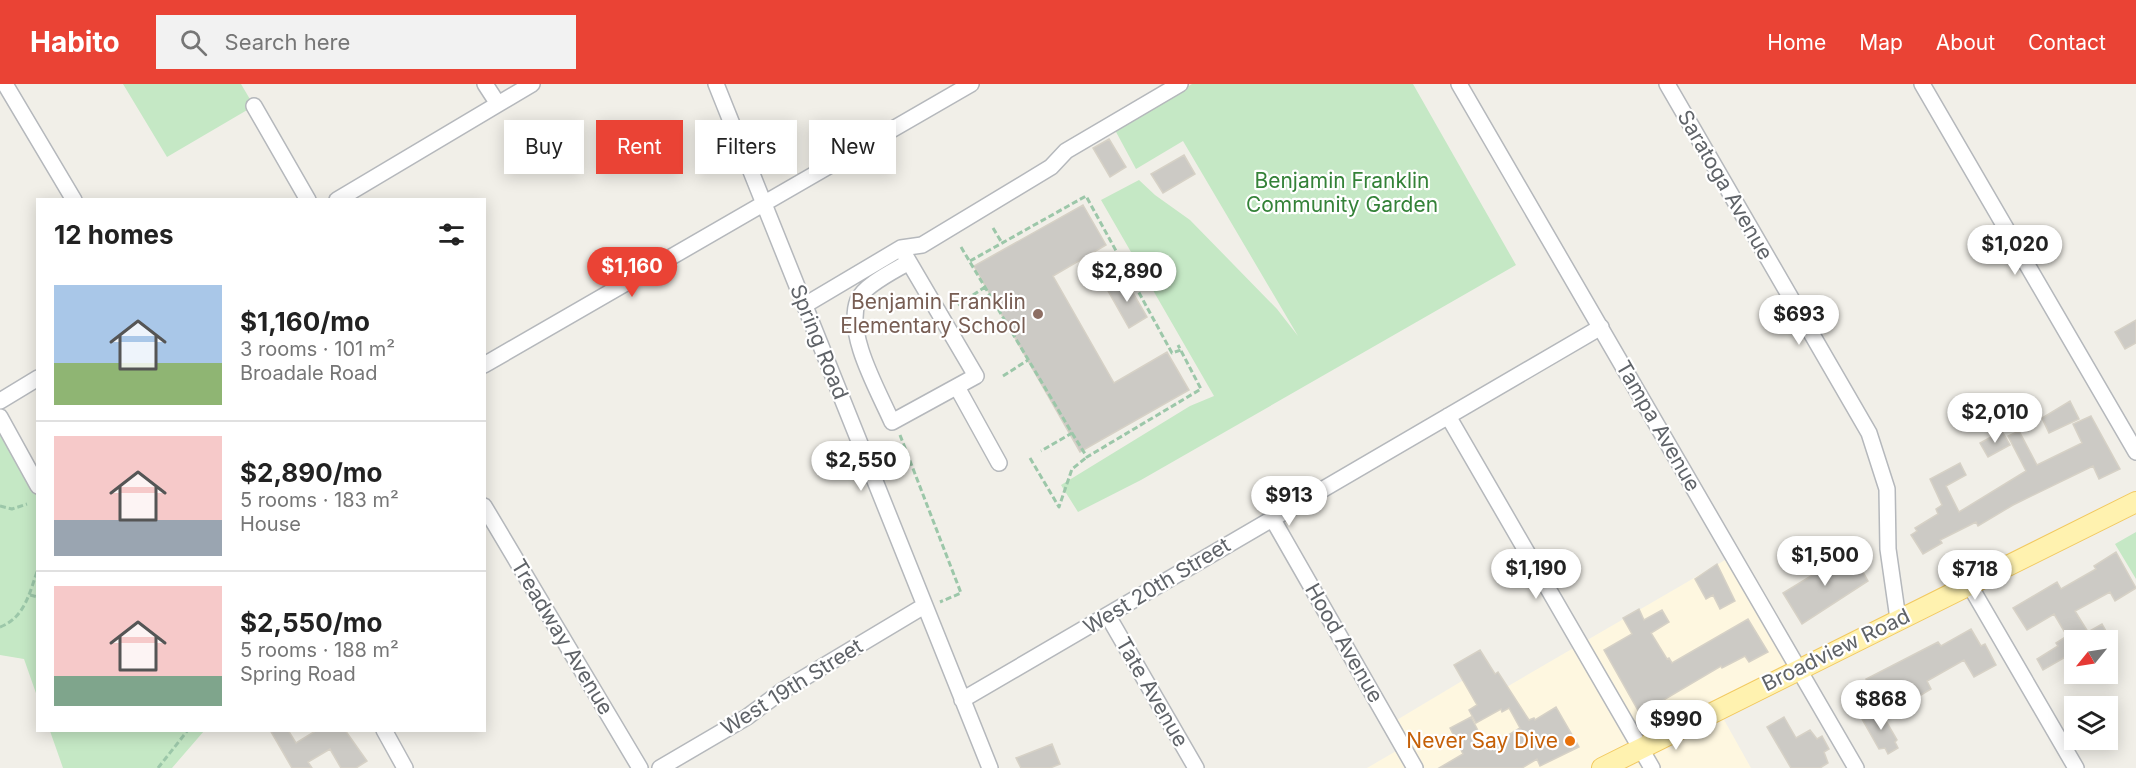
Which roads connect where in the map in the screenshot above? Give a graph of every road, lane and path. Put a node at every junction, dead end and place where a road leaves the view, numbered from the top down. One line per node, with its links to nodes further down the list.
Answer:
1 (5, 84): 12 (street)
2 (485, 84): 10 (street)
3 (532, 84): 10 (street)
4 (716, 84): 15 (street, Spring Road)
5 (971, 84): 15 (street)
6 (1180, 84): 19 (street)
7 (1459, 84): 25 (street, Tampa Avenue)
8 (1667, 84): 56 (street, Saratoga Avenue)
9 (1923, 84): 39 (street)
10 (498, 104): 14 (street)
11 (254, 106): 13 (street)
12 (73, 198)
13 (307, 198)
14 (340, 198)
15 (764, 204): 23 (street, Spring Road); 27 (street)
16 (993, 228): 17 (path)
17 (1002, 243): 20 (path); 40 (path)
18 (961, 247): 20 (path)
19 (901, 248): 21 (street); 23 (street)
20 (970, 261): 22 (path)
21 (909, 262): 30 (street); 30 (street)
22 (985, 287): 24 (path); 26 (path)
23 (805, 305): 54 (street, Spring Road)
24 (958, 305)
25 (1601, 327): 32 (street, West 20th Street); 58 (street, Tampa Avenue)
26 (1028, 360): 28 (path); 34 (path)
27 (486, 364)
28 (1003, 376)
29 (36, 379): 31 (street)
30 (957, 387): 42 (street)
31 (0, 401)
32 (1448, 416): 48 (street, West 20th Street); 62 (street)
33 (0, 417): 43 (street)
34 (1072, 433): 38 (path); 40 (path)
35 (900, 435): 53 (path)
36 (887, 443): 37 (path)
37 (877, 450)
38 (1041, 451)
39 (2136, 452)
40 (1087, 457): 41 (path)
41 (1030, 458)
42 (999, 463)
43 (36, 482)
44 (2136, 501): 50 (main road, Broadview Road)
45 (27, 504): 46 (path)
46 (0, 506)
47 (486, 509): 65 (street, Treadway Avenue)
48 (1272, 518): 55 (street, West 20th Street); 69 (street, Hood Avenue)
49 (36, 576): 51 (path)
50 (1969, 584): 56 (main road, Broadview Road); 73 (street)
51 (30, 596): 52 (path); 57 (path)
52 (36, 597)
53 (940, 602)
54 (924, 606): 59 (street, Spring Road); 66 (street, West 19th Street)
55 (1108, 616): 59 (street, West 20th Street); 68 (street, Tate Avenue)
56 (1898, 619): 58 (main road, Broadview Road)
57 (0, 627)
58 (1798, 669): 62 (main road, Broadview Road); 72 (street, Tampa Avenue)
59 (962, 700): 67 (street, Spring Road)
60 (186, 732): 63 (path)
61 (385, 732): 64 (street)
62 (1640, 748): 70 (main road, Broadview Road); 71 (street)
63 (158, 768)
64 (405, 768)
65 (640, 768)
66 (660, 768)
67 (990, 768)
68 (1196, 768)
69 (1415, 768)
70 (1602, 768)
71 (1652, 768)
72 (1856, 768)
73 (2076, 768)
────
* PROBLEM STATEMENT *
Across the whole listing, tally the lines that include the string "Spring". Reply with the number only.

* TASK SOLUTION *
5